*** DATA SHOWN Section Begins ***

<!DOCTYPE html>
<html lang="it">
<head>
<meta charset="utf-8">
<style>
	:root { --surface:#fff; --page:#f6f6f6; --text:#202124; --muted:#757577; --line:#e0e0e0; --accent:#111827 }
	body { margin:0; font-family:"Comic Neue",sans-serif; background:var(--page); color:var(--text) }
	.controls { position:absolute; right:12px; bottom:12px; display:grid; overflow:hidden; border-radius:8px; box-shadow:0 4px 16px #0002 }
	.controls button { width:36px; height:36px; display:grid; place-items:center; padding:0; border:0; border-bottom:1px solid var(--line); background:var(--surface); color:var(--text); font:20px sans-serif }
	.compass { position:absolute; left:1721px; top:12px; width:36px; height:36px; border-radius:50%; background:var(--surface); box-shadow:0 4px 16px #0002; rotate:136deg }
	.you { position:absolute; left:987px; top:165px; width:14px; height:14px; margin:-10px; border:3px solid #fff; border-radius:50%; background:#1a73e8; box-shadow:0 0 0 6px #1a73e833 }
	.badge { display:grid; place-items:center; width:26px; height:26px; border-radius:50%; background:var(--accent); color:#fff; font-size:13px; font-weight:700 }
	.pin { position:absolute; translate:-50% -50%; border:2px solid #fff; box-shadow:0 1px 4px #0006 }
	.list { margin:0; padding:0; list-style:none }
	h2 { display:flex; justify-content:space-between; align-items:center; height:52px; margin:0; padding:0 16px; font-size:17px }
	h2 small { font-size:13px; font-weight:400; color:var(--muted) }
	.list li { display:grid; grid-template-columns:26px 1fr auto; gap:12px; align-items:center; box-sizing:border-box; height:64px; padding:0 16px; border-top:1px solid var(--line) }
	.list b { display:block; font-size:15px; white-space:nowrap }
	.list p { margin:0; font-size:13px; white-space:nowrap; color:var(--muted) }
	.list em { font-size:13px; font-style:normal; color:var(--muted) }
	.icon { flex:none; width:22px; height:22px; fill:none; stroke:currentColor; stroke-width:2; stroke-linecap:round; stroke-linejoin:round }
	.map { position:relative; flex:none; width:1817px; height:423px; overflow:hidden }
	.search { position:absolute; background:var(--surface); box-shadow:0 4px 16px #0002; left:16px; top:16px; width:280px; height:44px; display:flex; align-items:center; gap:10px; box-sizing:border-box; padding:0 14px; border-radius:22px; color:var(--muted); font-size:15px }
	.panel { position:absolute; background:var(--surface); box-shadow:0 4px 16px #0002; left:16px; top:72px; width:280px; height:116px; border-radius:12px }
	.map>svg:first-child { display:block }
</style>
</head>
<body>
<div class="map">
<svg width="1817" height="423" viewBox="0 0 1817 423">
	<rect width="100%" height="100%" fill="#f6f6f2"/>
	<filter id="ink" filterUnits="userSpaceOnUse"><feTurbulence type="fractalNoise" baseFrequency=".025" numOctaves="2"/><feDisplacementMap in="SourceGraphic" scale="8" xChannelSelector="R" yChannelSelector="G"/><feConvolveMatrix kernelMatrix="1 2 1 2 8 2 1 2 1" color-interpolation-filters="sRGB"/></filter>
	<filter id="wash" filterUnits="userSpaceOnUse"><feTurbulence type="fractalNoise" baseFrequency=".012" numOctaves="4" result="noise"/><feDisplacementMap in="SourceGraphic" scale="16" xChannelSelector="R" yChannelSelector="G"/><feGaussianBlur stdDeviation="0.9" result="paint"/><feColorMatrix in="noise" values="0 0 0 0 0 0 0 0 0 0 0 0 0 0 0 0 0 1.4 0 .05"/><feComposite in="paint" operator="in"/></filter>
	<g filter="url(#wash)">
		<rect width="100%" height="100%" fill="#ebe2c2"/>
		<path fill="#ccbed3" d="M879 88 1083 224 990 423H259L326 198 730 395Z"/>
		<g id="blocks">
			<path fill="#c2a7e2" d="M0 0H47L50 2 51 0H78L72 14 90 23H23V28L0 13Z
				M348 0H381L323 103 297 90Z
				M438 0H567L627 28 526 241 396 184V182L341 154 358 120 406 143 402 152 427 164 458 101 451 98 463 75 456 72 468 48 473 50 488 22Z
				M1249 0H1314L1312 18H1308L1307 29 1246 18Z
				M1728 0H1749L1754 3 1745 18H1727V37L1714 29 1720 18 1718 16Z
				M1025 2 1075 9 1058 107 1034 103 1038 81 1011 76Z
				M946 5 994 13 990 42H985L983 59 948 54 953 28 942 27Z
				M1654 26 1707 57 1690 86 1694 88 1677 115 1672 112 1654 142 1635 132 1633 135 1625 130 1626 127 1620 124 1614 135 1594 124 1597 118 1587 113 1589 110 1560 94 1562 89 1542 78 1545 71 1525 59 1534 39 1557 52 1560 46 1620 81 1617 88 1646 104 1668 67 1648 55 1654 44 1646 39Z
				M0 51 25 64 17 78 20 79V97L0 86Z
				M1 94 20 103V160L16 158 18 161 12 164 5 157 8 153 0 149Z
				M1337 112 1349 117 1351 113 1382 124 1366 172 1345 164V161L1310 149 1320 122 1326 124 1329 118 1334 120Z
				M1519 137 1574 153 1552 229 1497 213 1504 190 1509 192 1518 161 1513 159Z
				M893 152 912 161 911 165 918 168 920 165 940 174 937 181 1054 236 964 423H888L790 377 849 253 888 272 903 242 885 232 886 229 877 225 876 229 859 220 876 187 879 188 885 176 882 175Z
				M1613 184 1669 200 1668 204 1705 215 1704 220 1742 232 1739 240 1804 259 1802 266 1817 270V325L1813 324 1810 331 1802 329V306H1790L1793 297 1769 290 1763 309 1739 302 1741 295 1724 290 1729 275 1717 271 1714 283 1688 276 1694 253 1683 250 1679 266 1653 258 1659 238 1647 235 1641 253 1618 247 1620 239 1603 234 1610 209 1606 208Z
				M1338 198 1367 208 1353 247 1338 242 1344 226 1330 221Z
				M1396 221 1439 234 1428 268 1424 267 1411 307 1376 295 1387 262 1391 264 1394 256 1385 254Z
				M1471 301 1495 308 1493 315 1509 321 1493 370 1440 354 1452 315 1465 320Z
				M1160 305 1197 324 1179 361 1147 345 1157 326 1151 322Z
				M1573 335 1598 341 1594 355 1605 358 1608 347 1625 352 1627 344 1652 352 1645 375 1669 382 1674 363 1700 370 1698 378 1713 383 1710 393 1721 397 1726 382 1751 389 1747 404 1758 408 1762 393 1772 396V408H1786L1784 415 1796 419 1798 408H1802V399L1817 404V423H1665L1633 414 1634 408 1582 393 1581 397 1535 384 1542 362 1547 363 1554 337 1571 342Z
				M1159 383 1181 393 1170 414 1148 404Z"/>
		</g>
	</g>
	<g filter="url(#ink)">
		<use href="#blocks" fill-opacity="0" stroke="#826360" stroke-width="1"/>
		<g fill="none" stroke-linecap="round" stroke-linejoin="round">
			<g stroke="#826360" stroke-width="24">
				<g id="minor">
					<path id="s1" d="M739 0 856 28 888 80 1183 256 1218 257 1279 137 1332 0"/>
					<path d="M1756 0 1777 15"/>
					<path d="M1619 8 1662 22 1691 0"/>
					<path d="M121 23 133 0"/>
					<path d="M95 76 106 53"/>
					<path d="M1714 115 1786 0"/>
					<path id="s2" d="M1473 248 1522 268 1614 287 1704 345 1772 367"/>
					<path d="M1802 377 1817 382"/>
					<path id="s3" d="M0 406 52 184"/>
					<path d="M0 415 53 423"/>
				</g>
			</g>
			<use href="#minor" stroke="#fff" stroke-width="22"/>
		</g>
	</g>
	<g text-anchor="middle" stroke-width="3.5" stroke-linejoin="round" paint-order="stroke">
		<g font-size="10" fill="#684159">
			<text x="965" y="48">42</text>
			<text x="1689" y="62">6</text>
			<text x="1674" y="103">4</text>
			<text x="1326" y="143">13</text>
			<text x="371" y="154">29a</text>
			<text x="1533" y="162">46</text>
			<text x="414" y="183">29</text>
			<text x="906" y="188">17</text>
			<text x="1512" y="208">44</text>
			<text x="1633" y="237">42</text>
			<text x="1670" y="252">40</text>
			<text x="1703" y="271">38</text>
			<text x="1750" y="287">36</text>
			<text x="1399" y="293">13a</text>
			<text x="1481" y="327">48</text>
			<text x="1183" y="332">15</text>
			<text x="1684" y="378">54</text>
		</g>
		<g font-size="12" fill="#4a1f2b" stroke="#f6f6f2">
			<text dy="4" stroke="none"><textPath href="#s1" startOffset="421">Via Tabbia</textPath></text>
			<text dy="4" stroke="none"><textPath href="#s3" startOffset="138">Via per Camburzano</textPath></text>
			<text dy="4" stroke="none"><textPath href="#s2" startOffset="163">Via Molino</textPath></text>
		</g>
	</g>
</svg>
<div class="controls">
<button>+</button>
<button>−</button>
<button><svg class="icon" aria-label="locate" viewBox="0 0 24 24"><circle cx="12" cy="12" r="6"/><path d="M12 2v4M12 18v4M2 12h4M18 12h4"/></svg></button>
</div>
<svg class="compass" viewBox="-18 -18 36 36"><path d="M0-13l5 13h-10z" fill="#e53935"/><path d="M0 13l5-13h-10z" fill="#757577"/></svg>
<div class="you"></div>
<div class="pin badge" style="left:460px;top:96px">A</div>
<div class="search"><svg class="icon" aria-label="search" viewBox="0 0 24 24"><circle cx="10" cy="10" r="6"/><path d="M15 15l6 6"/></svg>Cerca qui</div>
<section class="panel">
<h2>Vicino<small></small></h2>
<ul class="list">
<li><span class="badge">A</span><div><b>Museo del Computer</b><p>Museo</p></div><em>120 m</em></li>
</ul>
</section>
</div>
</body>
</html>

*** DATA SHOWN Section Ends ***
*** DATA SHOWN Section Begins ***

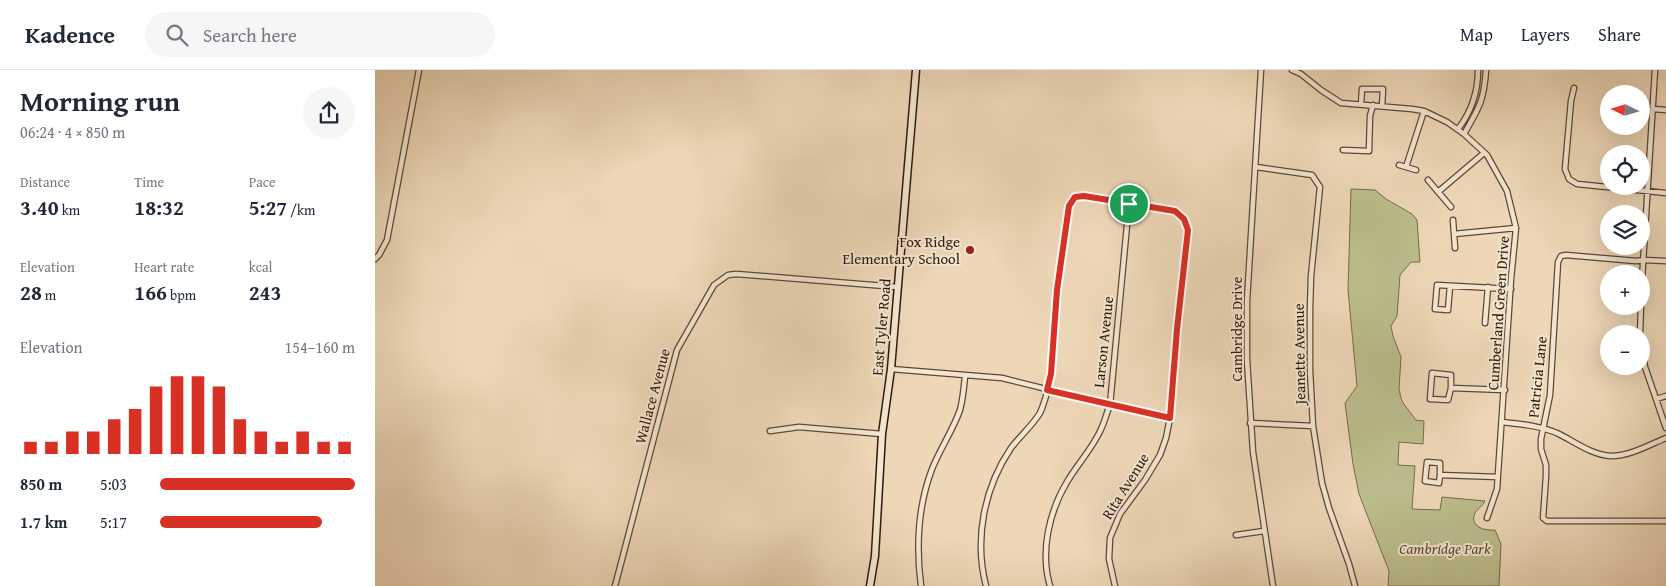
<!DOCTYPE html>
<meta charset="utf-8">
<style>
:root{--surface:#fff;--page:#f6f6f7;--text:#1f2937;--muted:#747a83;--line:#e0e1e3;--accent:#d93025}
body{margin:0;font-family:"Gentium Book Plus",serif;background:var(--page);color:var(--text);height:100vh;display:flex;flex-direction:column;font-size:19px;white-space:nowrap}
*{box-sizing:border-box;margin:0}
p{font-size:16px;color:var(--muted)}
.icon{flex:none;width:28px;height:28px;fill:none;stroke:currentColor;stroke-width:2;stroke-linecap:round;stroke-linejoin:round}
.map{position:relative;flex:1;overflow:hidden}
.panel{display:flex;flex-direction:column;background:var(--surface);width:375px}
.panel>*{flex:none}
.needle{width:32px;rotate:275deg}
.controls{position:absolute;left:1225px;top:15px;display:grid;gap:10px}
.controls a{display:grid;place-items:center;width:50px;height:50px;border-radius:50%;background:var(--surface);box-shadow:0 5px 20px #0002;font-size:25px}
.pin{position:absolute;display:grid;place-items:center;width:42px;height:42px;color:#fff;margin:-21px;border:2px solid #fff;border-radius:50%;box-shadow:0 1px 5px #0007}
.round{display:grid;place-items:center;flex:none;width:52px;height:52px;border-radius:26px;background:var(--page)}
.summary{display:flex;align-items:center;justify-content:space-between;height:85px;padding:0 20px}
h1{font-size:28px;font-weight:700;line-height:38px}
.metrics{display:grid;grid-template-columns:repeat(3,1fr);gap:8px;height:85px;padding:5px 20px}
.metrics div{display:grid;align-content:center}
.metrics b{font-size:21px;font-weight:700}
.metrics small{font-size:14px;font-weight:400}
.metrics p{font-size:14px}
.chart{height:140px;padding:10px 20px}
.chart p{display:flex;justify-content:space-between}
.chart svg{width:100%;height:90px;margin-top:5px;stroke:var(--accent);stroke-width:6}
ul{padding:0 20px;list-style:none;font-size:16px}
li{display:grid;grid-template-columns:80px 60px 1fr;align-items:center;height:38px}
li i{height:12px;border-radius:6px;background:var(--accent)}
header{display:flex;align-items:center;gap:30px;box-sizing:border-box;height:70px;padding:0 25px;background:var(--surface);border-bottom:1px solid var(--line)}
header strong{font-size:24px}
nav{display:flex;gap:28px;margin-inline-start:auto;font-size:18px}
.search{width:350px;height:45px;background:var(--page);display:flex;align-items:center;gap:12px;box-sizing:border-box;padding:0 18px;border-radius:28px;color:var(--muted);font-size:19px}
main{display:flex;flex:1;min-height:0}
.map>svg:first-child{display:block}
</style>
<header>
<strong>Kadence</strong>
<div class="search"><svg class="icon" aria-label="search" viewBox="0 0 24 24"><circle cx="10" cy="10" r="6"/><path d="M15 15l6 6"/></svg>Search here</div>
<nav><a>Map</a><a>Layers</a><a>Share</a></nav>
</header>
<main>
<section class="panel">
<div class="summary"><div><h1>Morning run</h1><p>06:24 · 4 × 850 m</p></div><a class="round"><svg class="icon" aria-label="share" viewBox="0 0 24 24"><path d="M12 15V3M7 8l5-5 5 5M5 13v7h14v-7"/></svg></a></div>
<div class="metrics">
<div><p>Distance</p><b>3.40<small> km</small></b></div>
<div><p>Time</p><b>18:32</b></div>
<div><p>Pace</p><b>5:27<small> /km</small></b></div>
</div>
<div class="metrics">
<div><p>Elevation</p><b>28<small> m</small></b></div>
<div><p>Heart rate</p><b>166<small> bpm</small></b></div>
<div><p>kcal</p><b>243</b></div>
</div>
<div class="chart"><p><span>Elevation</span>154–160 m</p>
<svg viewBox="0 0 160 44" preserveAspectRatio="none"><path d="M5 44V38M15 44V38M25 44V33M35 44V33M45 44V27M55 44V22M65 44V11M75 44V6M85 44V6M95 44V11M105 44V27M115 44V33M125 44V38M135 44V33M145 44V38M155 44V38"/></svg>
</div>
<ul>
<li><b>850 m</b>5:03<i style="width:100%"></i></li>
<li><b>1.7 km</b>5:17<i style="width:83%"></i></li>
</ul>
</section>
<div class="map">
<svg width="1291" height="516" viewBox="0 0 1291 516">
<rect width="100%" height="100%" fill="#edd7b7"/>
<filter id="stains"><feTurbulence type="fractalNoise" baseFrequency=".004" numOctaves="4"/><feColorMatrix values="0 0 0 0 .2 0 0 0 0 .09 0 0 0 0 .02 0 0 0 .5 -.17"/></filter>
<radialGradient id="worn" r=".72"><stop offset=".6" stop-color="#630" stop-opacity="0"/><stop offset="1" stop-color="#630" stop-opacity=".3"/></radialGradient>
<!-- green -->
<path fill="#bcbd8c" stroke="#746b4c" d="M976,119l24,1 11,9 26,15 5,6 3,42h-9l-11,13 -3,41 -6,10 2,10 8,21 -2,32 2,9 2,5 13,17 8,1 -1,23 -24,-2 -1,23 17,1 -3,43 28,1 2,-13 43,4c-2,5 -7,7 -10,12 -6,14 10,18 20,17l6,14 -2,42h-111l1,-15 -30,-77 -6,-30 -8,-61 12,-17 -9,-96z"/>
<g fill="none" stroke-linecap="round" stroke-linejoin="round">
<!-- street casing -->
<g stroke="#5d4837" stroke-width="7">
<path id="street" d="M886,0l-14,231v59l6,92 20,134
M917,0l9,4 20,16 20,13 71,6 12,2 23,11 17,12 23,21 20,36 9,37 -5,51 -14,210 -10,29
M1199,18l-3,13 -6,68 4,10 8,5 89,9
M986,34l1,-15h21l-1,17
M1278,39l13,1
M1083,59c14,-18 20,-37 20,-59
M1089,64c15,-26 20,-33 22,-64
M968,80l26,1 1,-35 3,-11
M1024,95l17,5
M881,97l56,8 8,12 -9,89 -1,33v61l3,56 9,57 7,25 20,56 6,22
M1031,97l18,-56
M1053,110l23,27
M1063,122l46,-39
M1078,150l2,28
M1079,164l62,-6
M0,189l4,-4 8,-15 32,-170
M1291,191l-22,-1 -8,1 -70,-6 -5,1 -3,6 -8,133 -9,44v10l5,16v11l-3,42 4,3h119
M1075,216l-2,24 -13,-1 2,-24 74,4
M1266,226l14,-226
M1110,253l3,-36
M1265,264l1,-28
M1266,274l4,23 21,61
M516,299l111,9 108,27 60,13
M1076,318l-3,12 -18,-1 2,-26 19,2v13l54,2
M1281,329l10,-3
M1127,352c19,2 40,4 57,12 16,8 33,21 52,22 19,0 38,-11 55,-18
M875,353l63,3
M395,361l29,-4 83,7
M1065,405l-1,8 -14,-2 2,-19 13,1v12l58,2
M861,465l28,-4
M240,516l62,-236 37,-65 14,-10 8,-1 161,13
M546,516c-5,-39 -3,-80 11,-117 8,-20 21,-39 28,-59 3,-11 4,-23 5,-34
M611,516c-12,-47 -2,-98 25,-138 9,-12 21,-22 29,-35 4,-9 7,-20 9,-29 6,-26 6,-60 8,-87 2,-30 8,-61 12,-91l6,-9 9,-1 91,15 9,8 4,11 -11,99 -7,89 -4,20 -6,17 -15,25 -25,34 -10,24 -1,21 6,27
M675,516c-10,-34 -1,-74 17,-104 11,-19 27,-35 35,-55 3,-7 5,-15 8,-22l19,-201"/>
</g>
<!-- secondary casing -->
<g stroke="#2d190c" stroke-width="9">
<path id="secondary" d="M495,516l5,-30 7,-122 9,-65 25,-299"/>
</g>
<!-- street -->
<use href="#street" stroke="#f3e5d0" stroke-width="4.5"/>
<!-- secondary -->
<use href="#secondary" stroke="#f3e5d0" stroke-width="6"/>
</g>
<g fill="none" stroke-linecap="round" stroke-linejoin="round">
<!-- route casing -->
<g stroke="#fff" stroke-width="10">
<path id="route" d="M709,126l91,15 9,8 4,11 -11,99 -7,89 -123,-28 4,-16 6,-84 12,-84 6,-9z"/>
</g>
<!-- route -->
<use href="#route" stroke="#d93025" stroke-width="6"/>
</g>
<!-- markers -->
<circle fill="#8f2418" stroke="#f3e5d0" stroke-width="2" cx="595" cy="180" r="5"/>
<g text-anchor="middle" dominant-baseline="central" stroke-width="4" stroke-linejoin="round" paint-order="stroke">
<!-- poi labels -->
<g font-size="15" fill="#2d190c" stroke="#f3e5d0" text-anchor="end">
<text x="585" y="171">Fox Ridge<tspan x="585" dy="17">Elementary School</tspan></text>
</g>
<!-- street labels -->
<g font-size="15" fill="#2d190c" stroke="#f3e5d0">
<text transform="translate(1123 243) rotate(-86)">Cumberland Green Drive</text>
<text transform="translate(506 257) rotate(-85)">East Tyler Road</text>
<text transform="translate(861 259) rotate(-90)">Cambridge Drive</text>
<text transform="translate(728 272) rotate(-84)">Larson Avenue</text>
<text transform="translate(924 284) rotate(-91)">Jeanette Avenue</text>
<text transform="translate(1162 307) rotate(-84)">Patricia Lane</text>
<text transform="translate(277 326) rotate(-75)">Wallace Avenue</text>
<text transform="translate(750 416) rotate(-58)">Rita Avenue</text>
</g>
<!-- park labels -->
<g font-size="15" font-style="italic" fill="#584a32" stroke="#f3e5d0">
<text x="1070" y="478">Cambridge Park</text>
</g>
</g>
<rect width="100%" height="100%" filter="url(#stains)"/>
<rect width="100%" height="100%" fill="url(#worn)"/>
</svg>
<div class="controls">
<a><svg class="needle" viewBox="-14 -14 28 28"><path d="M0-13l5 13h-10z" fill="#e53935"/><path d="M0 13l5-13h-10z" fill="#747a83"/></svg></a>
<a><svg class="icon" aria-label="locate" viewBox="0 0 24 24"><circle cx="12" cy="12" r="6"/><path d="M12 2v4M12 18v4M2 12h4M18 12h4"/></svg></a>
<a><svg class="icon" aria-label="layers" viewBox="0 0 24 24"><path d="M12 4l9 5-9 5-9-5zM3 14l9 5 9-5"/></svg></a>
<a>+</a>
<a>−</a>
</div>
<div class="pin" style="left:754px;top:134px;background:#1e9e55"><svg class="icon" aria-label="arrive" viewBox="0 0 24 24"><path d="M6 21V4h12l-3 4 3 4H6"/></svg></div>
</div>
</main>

*** DATA SHOWN Section Ends ***

▶ _TASK DESCRIPTION_:
All lines in the data above from the one with "run</h1><p>06:24 · 4" through the one with "<div><p>Distance</p><b>3.40<small> km</small></b></div>" must be repeated exactly, and no others.

▶ _RESPONSE_:
<div class="summary"><div><h1>Morning run</h1><p>06:24 · 4 × 850 m</p></div><a class="round"><svg class="icon" aria-label="share" viewBox="0 0 24 24"><path d="M12 15V3M7 8l5-5 5 5M5 13v7h14v-7"/></svg></a></div>
<div class="metrics">
<div><p>Distance</p><b>3.40<small> km</small></b></div>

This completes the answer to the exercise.